**Exercise aim:**
Every entry has to be output exactly, with none skipped.
*** Opening Exercise data ***
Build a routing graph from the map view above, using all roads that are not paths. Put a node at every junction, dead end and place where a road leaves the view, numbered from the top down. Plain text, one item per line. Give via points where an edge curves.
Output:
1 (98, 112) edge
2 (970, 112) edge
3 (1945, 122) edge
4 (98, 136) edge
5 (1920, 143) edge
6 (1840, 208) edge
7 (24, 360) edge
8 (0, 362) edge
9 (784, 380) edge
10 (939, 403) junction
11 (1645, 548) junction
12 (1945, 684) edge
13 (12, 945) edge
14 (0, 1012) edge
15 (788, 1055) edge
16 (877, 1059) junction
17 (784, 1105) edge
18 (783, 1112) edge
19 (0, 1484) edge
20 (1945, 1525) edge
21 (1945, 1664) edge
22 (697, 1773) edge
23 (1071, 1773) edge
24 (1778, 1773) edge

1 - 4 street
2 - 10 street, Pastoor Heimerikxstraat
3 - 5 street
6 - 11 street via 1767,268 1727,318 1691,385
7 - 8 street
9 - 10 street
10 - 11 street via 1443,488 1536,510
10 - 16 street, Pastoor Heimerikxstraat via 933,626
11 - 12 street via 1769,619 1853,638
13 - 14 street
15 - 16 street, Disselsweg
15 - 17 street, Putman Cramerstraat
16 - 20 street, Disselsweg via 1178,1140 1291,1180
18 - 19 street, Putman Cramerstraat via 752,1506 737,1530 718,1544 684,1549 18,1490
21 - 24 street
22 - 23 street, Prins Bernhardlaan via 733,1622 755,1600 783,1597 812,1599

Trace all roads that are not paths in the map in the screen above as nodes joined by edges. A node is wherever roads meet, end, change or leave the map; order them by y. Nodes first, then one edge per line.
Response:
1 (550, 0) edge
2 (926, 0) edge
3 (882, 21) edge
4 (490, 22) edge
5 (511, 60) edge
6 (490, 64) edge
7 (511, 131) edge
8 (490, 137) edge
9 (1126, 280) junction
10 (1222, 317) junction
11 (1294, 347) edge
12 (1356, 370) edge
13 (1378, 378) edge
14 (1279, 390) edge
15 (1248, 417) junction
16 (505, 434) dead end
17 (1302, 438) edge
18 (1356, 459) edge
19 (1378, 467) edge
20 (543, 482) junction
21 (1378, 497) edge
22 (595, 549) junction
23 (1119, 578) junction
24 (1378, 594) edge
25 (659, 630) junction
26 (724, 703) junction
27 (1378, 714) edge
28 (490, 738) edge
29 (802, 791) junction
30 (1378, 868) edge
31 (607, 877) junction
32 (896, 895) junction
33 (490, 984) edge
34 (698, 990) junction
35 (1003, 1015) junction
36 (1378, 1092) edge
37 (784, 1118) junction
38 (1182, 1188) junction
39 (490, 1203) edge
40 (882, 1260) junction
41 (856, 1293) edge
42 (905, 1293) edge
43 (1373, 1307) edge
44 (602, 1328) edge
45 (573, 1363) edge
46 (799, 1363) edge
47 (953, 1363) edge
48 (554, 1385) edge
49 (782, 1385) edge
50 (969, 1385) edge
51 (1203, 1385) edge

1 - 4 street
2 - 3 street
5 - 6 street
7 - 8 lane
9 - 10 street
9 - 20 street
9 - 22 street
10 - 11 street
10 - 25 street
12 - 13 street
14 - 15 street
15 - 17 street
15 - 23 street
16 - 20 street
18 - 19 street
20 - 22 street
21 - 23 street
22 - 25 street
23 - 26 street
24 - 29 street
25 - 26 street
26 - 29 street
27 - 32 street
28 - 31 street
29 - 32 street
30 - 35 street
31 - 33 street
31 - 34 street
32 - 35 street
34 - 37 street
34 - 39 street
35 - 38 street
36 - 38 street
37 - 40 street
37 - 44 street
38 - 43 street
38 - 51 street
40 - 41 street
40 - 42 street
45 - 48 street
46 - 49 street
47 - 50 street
*** Closing Exercise data ***
**Task result:**
Build a routing graph from the map view above, using all roads that are not paths. Put a node at every junction, dead end and place where a road leaves the view, numbered from the top down. Plain text, one item per line. Give via points where an edge curves.
Output:
1 (98, 112) edge
2 (970, 112) edge
3 (1945, 122) edge
4 (98, 136) edge
5 (1920, 143) edge
6 (1840, 208) edge
7 (24, 360) edge
8 (0, 362) edge
9 (784, 380) edge
10 (939, 403) junction
11 (1645, 548) junction
12 (1945, 684) edge
13 (12, 945) edge
14 (0, 1012) edge
15 (788, 1055) edge
16 (877, 1059) junction
17 (784, 1105) edge
18 (783, 1112) edge
19 (0, 1484) edge
20 (1945, 1525) edge
21 (1945, 1664) edge
22 (697, 1773) edge
23 (1071, 1773) edge
24 (1778, 1773) edge

1 - 4 street
2 - 10 street, Pastoor Heimerikxstraat
3 - 5 street
6 - 11 street via 1767,268 1727,318 1691,385
7 - 8 street
9 - 10 street
10 - 11 street via 1443,488 1536,510
10 - 16 street, Pastoor Heimerikxstraat via 933,626
11 - 12 street via 1769,619 1853,638
13 - 14 street
15 - 16 street, Disselsweg
15 - 17 street, Putman Cramerstraat
16 - 20 street, Disselsweg via 1178,1140 1291,1180
18 - 19 street, Putman Cramerstraat via 752,1506 737,1530 718,1544 684,1549 18,1490
21 - 24 street
22 - 23 street, Prins Bernhardlaan via 733,1622 755,1600 783,1597 812,1599

Trace all roads that are not paths in the map in the screen above as nodes joined by edges. A node is wherever roads meet, end, change or leave the map; order them by y. Nodes first, then one edge per line.
Response:
1 (550, 0) edge
2 (926, 0) edge
3 (882, 21) edge
4 (490, 22) edge
5 (511, 60) edge
6 (490, 64) edge
7 (511, 131) edge
8 (490, 137) edge
9 (1126, 280) junction
10 (1222, 317) junction
11 (1294, 347) edge
12 (1356, 370) edge
13 (1378, 378) edge
14 (1279, 390) edge
15 (1248, 417) junction
16 (505, 434) dead end
17 (1302, 438) edge
18 (1356, 459) edge
19 (1378, 467) edge
20 (543, 482) junction
21 (1378, 497) edge
22 (595, 549) junction
23 (1119, 578) junction
24 (1378, 594) edge
25 (659, 630) junction
26 (724, 703) junction
27 (1378, 714) edge
28 (490, 738) edge
29 (802, 791) junction
30 (1378, 868) edge
31 (607, 877) junction
32 (896, 895) junction
33 (490, 984) edge
34 (698, 990) junction
35 (1003, 1015) junction
36 (1378, 1092) edge
37 (784, 1118) junction
38 (1182, 1188) junction
39 (490, 1203) edge
40 (882, 1260) junction
41 (856, 1293) edge
42 (905, 1293) edge
43 (1373, 1307) edge
44 (602, 1328) edge
45 (573, 1363) edge
46 (799, 1363) edge
47 (953, 1363) edge
48 (554, 1385) edge
49 (782, 1385) edge
50 (969, 1385) edge
51 (1203, 1385) edge

1 - 4 street
2 - 3 street
5 - 6 street
7 - 8 lane
9 - 10 street
9 - 20 street
9 - 22 street
10 - 11 street
10 - 25 street
12 - 13 street
14 - 15 street
15 - 17 street
15 - 23 street
16 - 20 street
18 - 19 street
20 - 22 street
21 - 23 street
22 - 25 street
23 - 26 street
24 - 29 street
25 - 26 street
26 - 29 street
27 - 32 street
28 - 31 street
29 - 32 street
30 - 35 street
31 - 33 street
31 - 34 street
32 - 35 street
34 - 37 street
34 - 39 street
35 - 38 street
36 - 38 street
37 - 40 street
37 - 44 street
38 - 43 street
38 - 51 street
40 - 41 street
40 - 42 street
45 - 48 street
46 - 49 street
47 - 50 street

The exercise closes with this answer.